The Dietary Approaches to Stop Hypertension (DASH) diet lowers blood pressure in people with and without high blood pressure. This diet is rich in potassium (largely from fruits and vegetables) and you can choose a plan with either a moderate (2,400 milligrams or lower) or low (1,500 milligrams or lower) amount of sodium.

For More Information: 

DASH diet(http://www.nhlbi.nih.gov/health/public/heart/hbp/dash/)

Diabetes

The American Diabetes Association supports the Dietary Guidelines for Americans and recommendations by the American Heart Association. For people with diabetes, the main issue is whether to replace saturated fat with carbohydrate or monounsaturated fat. About 60% to 70% of your calories should come from carbohydrate and monounsaturated fat. The exact balance will depend on your health goals and your food preferences you should discuss it with your physician or a registered dietitian.
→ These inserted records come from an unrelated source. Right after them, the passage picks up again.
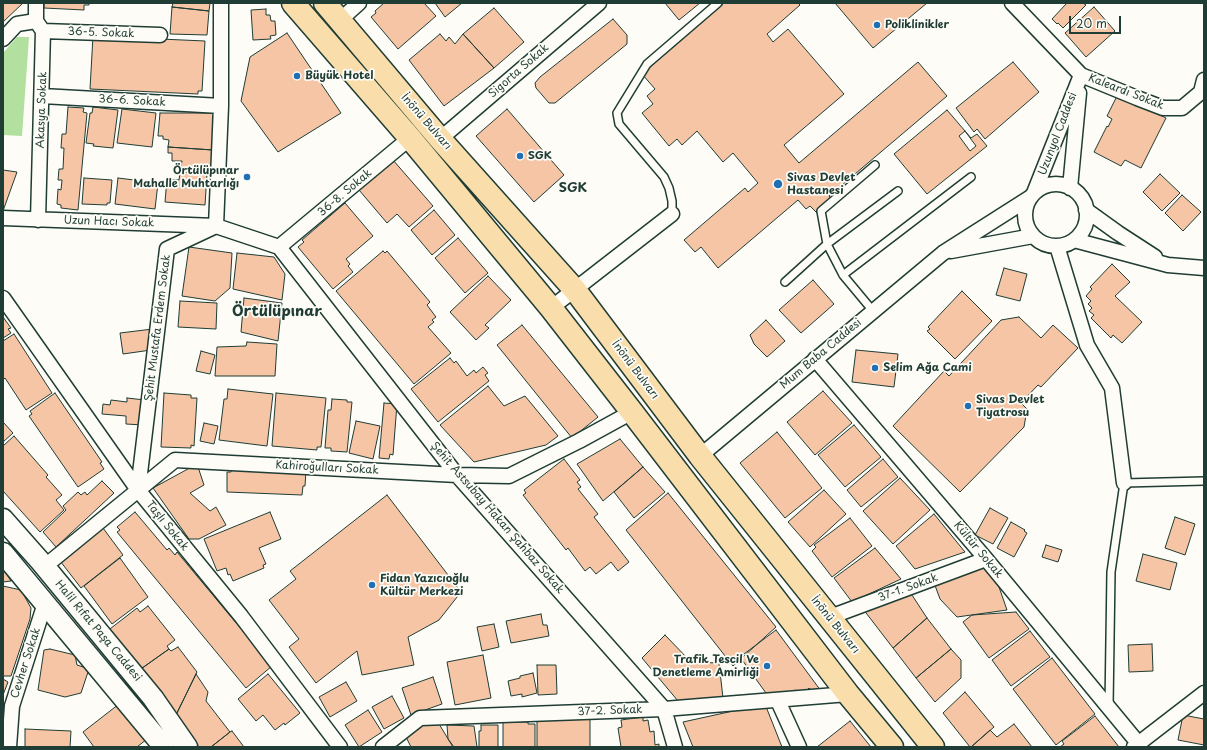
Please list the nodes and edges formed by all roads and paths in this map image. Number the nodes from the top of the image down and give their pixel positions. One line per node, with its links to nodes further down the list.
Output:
1 (36, 3): 10 (street, Akasya Sokak)
2 (221, 3): 16 (street)
3 (293, 3): 17 (main road, İnönü Bulvarı)
4 (325, 3): 9 (main road, İnönü Bulvarı)
5 (359, 3): 9 (street)
6 (598, 3): 18 (street, Sigorta Sokak)
7 (718, 3): 25 (lane)
8 (1012, 3): 13 (street)
9 (340, 20): 18 (main road, İnönü Bulvarı)
10 (40, 26): 11 (street, 36-5. Sokak); 12 (street, 36-5. Sokak); 15 (street, Akasya Sokak)
11 (160, 34)
12 (3, 39)
13 (1081, 75): 14 (street, Kaleardı Sokak); 21 (street, Uzunyol Caddesi); 23 (street, Uzunyol Caddesi)
14 (1204, 80)
15 (42, 96): 16 (street, 36-6. Sokak); 27 (street, Akasya Sokak)
16 (221, 106): 28 (street)
17 (410, 138): 33 (street, 36-8. Sokak); 41 (main road, İnönü Bulvarı)
18 (440, 139): 39 (main road, İnönü Bulvarı)
19 (875, 165): 31 (lane)
20 (971, 177): 37 (lane)
21 (1070, 188): 23 (street, Mum Baba Caddesi); 24 (street)
22 (898, 191): 31 (lane)
23 (1033, 195): 29 (street); 34 (street, Mum Baba Caddesi)
24 (1086, 210): 30 (street); 35 (street)
25 (672, 214): 39 (street)
26 (3, 218): 27 (street, Uzun Hacı Sokak)
27 (38, 220): 28 (street, Uzun Hacı Sokak)
28 (216, 226): 33 (street); 49 (street, Şehit Mustafa Erdem Sokak)
29 (1033, 236): 32 (street); 34 (street, Mum Baba Caddesi)
30 (1074, 240): 32 (street); 35 (street)
31 (827, 244): 37 (lane); 38 (lane)
32 (1058, 246): 48 (street)
33 (279, 247): 46 (street, Şehit Astsubay Hakan Şahbaz Sokak)
34 (943, 253): 42 (street, Mum Baba Caddesi)
35 (1168, 265): 36 (street)
36 (1204, 268)
37 (843, 275): 42 (lane)
38 (785, 282)
39 (575, 290): 41 (street); 45 (main road, İnönü Bulvarı)
40 (3, 298): 49 (street, Taşlı Sokak)
41 (551, 308): 44 (main road, İnönü Bulvarı)
42 (873, 311): 43 (street, Mum Baba Caddesi)
43 (815, 359): 45 (street, Mum Baba Caddesi); 52 (street, Kültür Sokak)
44 (632, 412): 46 (street, Kahiroğulları Sokak); 57 (main road, İnönü Bulvarı)
45 (700, 456): 55 (main road, İnönü Bulvarı)
46 (457, 475): 49 (street, Kahiroğulları Sokak); 60 (street, Şehit Astsubay Hakan Şahbaz Sokak)
47 (1204, 481): 48 (lane)
48 (1124, 483): 61 (lane)
49 (138, 490): 53 (street, Kahiroğulları Sokak); 66 (street, Taşlı Sokak)
50 (3, 519): 53 (main road, Halil Rıfat Paşa Caddesi)
51 (3, 553): 54 (main road, Halil Rıfat Paşa Caddesi)
52 (986, 559): 55 (street, 37-1. Sokak); 61 (street, Kültür Sokak)
53 (44, 567): 65 (main road, Halil Rıfat Paşa Caddesi)
54 (45, 603): 59 (street, Cevher Sokak); 64 (main road, Halil Rıfat Paşa Caddesi)
55 (830, 617): 71 (main road, İnönü Bulvarı)
56 (1204, 693): 62 (street)
57 (848, 694): 58 (street, 37-2. Sokak); 70 (main road, İnönü Bulvarı)
58 (778, 701): 60 (street, 37-2. Sokak); 69 (street)
59 (8, 706): 63 (street, Cevher Sokak)
60 (664, 709): 67 (street, 37-2. Sokak); 68 (street, Şehit Astsubay Hakan Şahbaz Sokak)
61 (1109, 709): 62 (street, Kültür Sokak)
62 (1136, 745)
63 (9, 747)
64 (164, 747)
65 (186, 747)
66 (340, 747)
67 (382, 747)
68 (675, 747)
69 (799, 747)
70 (892, 747)
71 (934, 747)

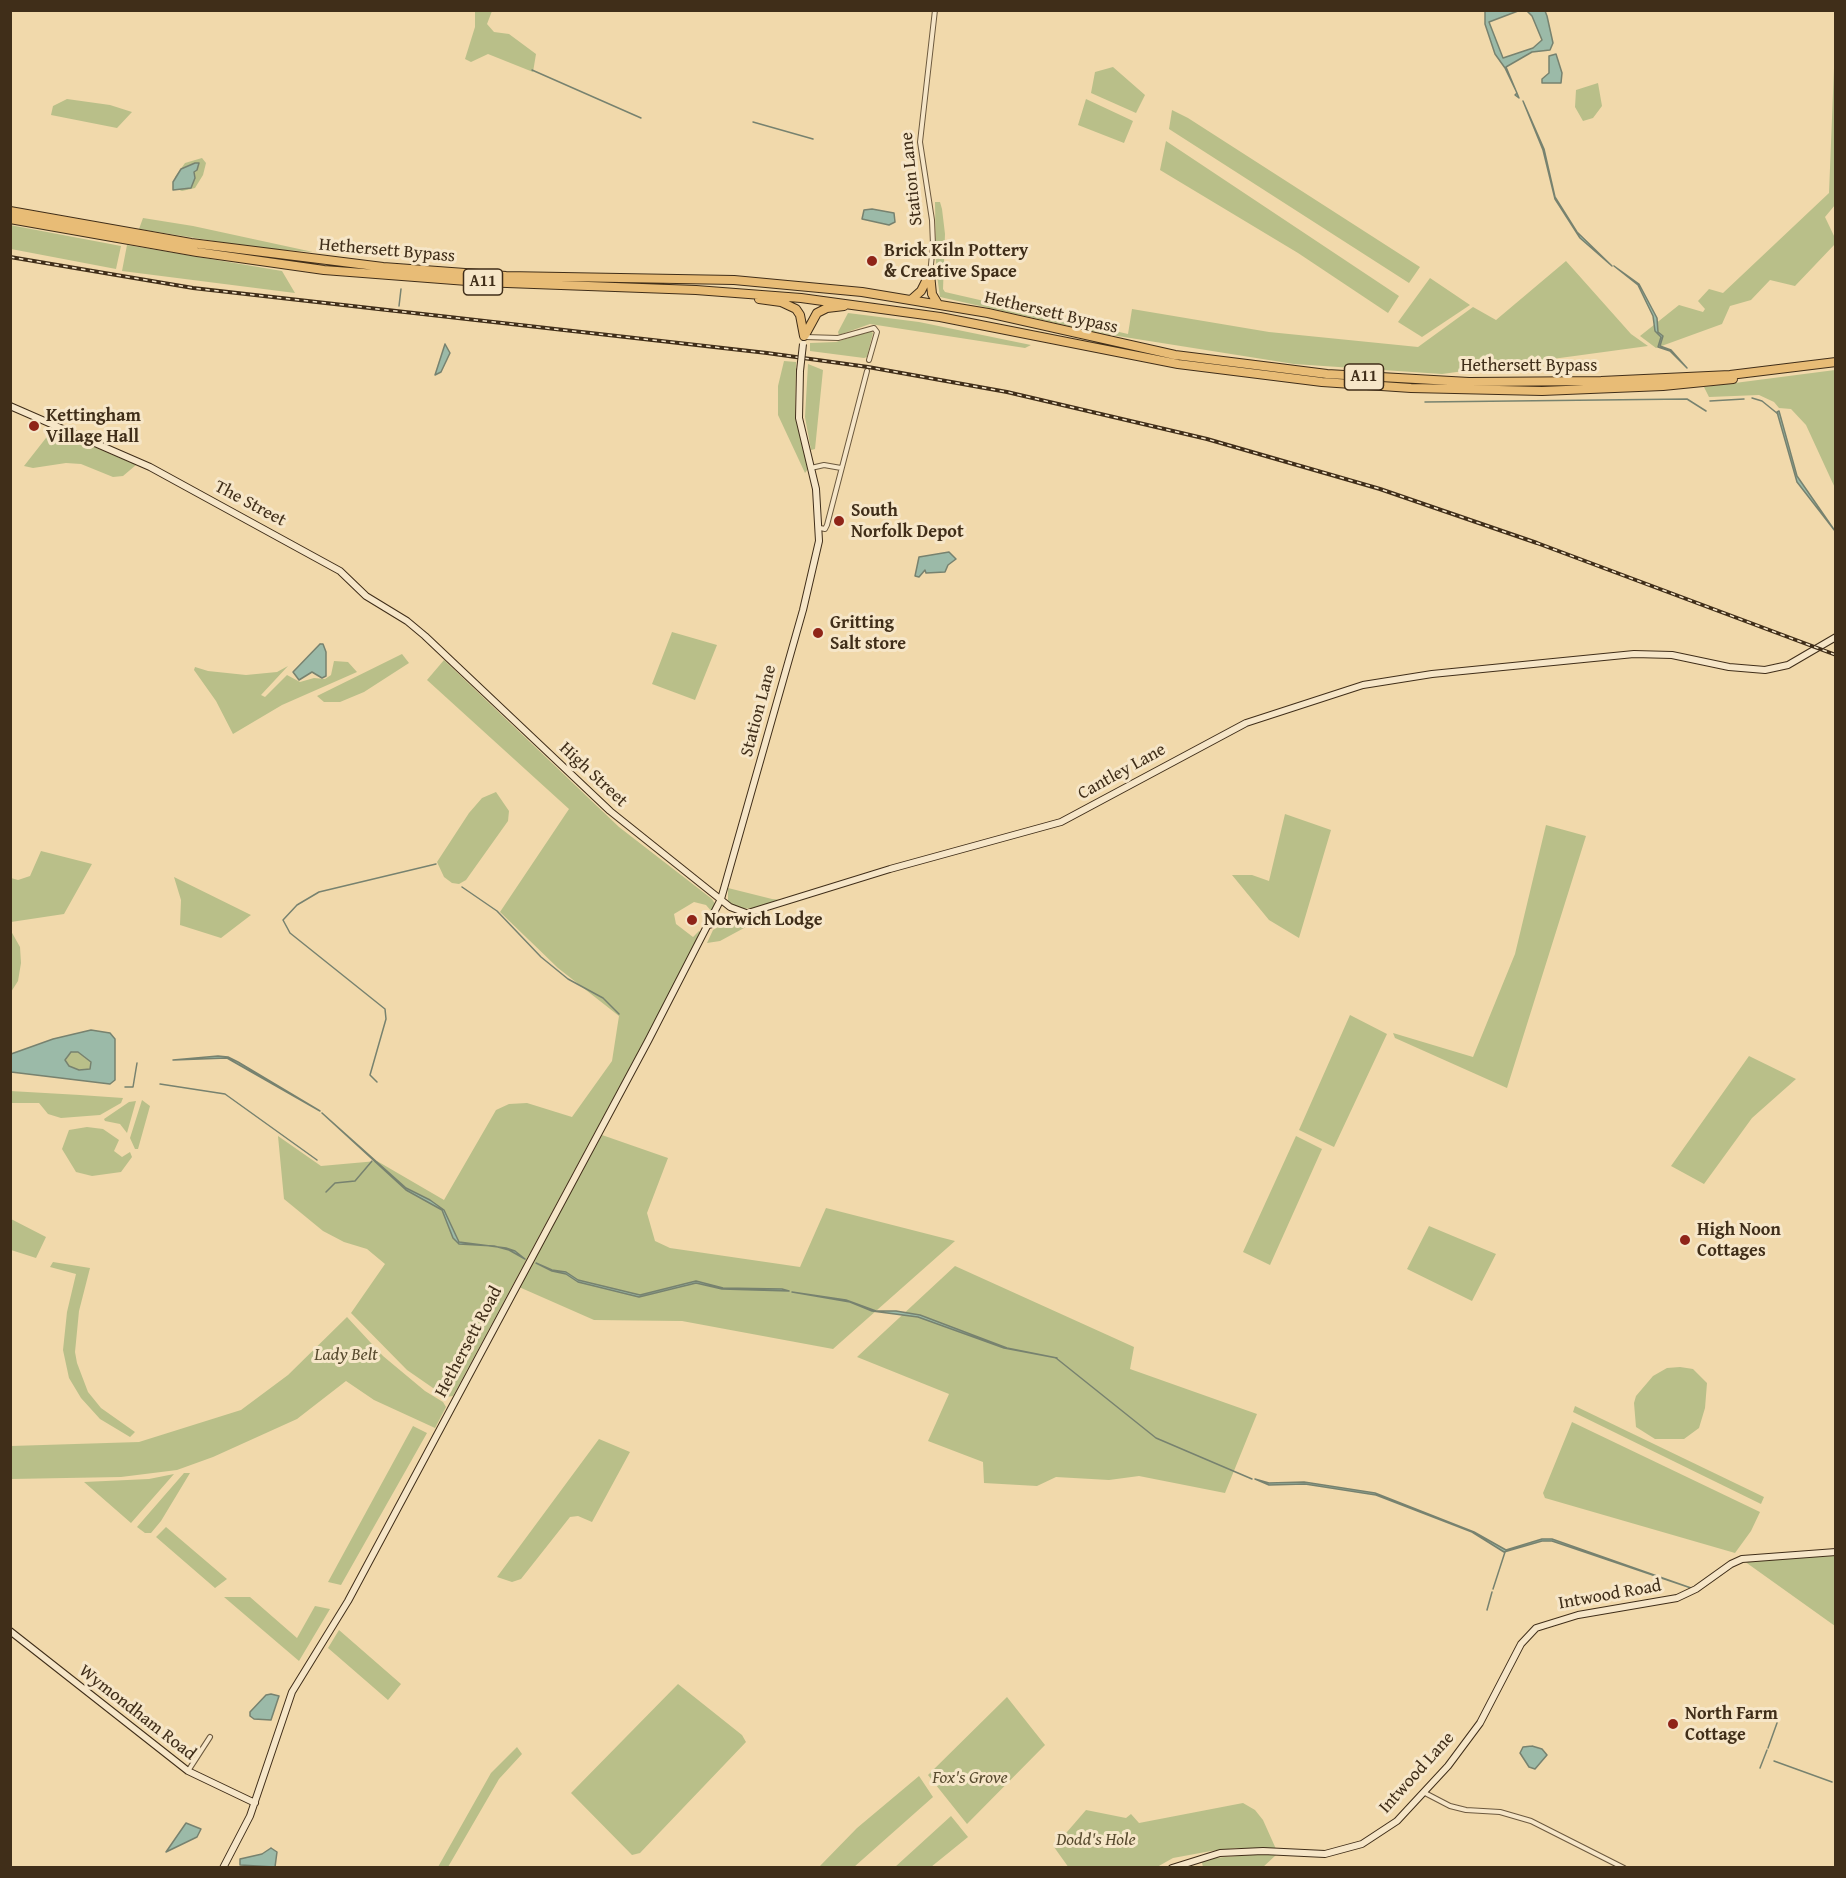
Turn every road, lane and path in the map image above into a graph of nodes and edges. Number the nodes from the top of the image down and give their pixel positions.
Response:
1 (935, 10) edge
2 (10, 211) edge
3 (10, 219) edge
4 (930, 274) junction
5 (733, 292) junction
6 (912, 299) junction
7 (938, 304) junction
8 (871, 306) junction
9 (804, 340) junction
10 (869, 360) dead end
11 (1836, 364) edge
12 (867, 371) dead end
13 (10, 406) edge
14 (841, 468) junction
15 (810, 469) junction
16 (820, 528) junction
17 (1836, 637) edge
18 (453, 663) joint
19 (721, 899) junction
20 (746, 913) junction
21 (709, 925) junction
22 (1836, 1552) edge
23 (10, 1631) edge
24 (1526, 1636) joint
25 (210, 1737) dead end
26 (188, 1772) junction
27 (1425, 1793) junction
28 (255, 1803) junction
29 (223, 1868) edge
30 (1172, 1868) edge
31 (1624, 1868) edge

1 - 4 street, Station Lane
2 - 6 highway, Hethersett Bypass / A11
3 - 5 highway, Hethersett Bypass / A11
4 - 6 highway
4 - 7 highway
5 - 8 highway, Hethersett Bypass / A11
5 - 9 highway, A11
6 - 7 highway, Hethersett Bypass / A11
7 - 11 highway, Hethersett Bypass / A11
8 - 9 highway, A11
8 - 11 highway, Hethersett Bypass / A11
9 - 10 street
9 - 15 street, Station Lane, bridge
12 - 14 street, Station Lane
13 - 18 street, The Street
14 - 15 street
14 - 16 street, Station Lane
15 - 16 street, Station Lane
16 - 19 street, Station Lane
17 - 20 street, Cantley Lane
18 - 19 street, High Street
19 - 20 street
19 - 21 street, Hethersett Road
20 - 21 street, Cantley Lane
21 - 28 street, Hethersett Road
22 - 24 street, Intwood Road
23 - 26 street, Wymondham Road
24 - 27 street, Intwood Lane
25 - 26 street
26 - 28 street, Wymondham Road
27 - 30 street, Intwood Lane
27 - 31 street
28 - 29 street, Hethersett Road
If you are trying to lose weight, low-fat choices may help you cut calories.

For More Information:

American Diabetes Association Food & Fitness (http://www.diabetes.org/food-and-fitness/)

Weight Loss

To lose weight, it’s generally recommended that you cut down on fat. This is because fat has more calories per gram than carbohydrates or protein (9 versus about 4). In the National Weight Control Registry survey of nearly 800 people who lost 30 pounds or more and kept if off for at least 1 year, one third said they had cut down on fat. Research suggests that the type of diet (low-fat, low-carbohydrate, etc.) is less important than whether you stick to it. People on more extreme diets (such as the Atkins diet) were less likely to stick with their plan than people who chose more moderate diets, including Weight Watchers or The Zone. Being physically active is also important for helping you to lose weight and keep it off. Eating more whole grains and fruits and vegetables may also help prevent you gaining pounds.